The score was performed by the Vince Guaraldi Sextet, featuring Guaraldi on piano, Monty Budwig on double bass, Colin Bailey on drums, John Gray on guitar, Ronald Lang on woodwinds and Emmanuel Klein on trumpet. It was orchestrated by John Scott Trotter, arranged by Guaraldi and Robert G. Hartley. All the music was recorded on October 4, 1966, at Desilu's Gower Street Studio in Hollywood.

The Peanuts franchise signature tune, "Linus and Lucy", is featured prominently three times:
during the cold open sequence when Linus and Lucy prepare a pumpkin to be a jack-o-lantern;
as Linus mails his letter to the Great Pumpkin; and 
when Lucy wakes up at 4 AM to take Linus home from the pumpkin patch.

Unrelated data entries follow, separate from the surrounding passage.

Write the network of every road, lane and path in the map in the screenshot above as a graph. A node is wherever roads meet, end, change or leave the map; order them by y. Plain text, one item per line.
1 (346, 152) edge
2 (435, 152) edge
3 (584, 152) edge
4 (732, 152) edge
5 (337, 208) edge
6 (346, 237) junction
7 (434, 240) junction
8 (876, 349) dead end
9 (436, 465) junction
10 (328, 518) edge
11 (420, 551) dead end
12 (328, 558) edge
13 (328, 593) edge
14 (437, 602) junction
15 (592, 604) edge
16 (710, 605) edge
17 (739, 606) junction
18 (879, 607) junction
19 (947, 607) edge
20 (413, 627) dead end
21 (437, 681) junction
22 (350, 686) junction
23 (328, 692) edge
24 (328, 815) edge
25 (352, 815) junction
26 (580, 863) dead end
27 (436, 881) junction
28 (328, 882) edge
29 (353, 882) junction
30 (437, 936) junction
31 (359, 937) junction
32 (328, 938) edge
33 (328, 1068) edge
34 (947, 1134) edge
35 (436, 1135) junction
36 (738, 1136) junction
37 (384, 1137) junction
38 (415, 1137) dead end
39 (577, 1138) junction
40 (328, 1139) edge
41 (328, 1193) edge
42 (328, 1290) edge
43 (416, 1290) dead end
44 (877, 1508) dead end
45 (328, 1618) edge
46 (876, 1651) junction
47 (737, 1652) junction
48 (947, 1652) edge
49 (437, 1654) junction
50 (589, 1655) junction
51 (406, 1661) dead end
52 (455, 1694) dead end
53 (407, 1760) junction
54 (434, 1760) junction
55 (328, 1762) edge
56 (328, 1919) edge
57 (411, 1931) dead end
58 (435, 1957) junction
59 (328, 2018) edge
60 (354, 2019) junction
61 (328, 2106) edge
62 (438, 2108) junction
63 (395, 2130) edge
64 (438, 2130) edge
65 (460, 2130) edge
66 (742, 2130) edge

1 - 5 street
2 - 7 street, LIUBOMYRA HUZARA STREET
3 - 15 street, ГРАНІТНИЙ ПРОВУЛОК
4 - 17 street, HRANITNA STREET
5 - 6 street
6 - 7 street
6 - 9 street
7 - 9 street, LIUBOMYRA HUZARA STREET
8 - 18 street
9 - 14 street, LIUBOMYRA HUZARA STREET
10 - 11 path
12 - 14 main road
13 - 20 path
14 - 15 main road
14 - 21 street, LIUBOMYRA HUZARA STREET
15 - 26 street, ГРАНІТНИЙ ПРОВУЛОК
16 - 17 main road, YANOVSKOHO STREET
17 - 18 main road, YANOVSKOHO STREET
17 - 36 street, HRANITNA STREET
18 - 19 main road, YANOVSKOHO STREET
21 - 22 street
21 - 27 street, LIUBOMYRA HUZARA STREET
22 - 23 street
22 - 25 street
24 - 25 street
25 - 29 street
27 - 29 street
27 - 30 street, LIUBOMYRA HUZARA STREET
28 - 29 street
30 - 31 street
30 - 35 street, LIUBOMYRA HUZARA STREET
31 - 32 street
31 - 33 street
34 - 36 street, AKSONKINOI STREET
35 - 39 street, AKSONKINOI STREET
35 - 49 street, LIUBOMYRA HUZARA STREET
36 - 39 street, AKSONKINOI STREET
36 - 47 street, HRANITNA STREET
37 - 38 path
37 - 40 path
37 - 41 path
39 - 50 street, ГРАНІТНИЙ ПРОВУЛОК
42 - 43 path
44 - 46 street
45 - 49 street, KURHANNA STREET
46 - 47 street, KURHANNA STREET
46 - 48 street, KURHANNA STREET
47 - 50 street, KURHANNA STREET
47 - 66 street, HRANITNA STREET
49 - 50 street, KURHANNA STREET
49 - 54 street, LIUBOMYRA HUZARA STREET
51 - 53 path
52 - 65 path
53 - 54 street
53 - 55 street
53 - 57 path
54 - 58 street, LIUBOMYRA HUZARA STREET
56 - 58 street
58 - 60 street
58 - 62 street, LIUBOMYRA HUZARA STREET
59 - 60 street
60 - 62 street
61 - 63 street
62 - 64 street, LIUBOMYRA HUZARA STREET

Guaraldi's theme for the special, "Great Pumpkin Waltz", is first heard when Linus is writing the Great Pumpkin at the beginning and plays throughout. The World War I songs played by Schroeder while Snoopy dances are: "It's a Long Way to Tipperary", "There's a Long, Long Trail", "Pack Up Your Troubles in Your Old Kit-Bag", and "Roses of Picardy". Guaraldi historian and author Derrick Bang commented that the music Guaraldi composed for the special "emphatically established the Peanuts 'musical personality'," adding that the version of "Linus and Lucy" featured during the cold open was "arguably the best arrangement…that Guaraldi ever laid down, thanks in great part to Ronald Lang's flute counterpoint." (This version was again utilized in the 1969 feature film A Boy Named Charlie Brown.)

Craft Recordings released the complete soundtrack album from the special on October 12, 2018. (Previously, only "Great Pumpkin Waltz" was released on the 1998 posthumous compilation album, Charlie Brown's Holiday Hits, as well as Guaraldi's subsequent cover version released on the Warner Bros. Records release, Oh Good Grief!.) Following criticism, Craft Recordings reissued the soundtrack in August 2022 using newly discovered original master tapes, without sound effects from the television special.

Home media
The special was released on RCA's SelectaVision CED format in 1982 along with the specials You're Not Elected, Charlie Brown, It Was a Short Summer, Charlie Brown, and A Charlie Brown Thanksgiving. It's the Great Pumpkin, Charlie Brown was first released on VHS by Media Home Entertainment in 1985 and Hi-Tops Video in 1988, as part of the "Snoopy's Home Video Library" set. This version included editing of the "trick-or-treat" scene to limit the scene to just the first house, and also removed the entire sequence of Schroeder playing World War I-era songs. Paramount Home Video later released the special in its entirety on VHS on August 17, 1994. It was re-released by the studio on October 1, 1996, and reprinted on October 7, 1997. It was released on DVD on September 12, 2000, with You're Not Elected, Charlie Brown as a bonus special.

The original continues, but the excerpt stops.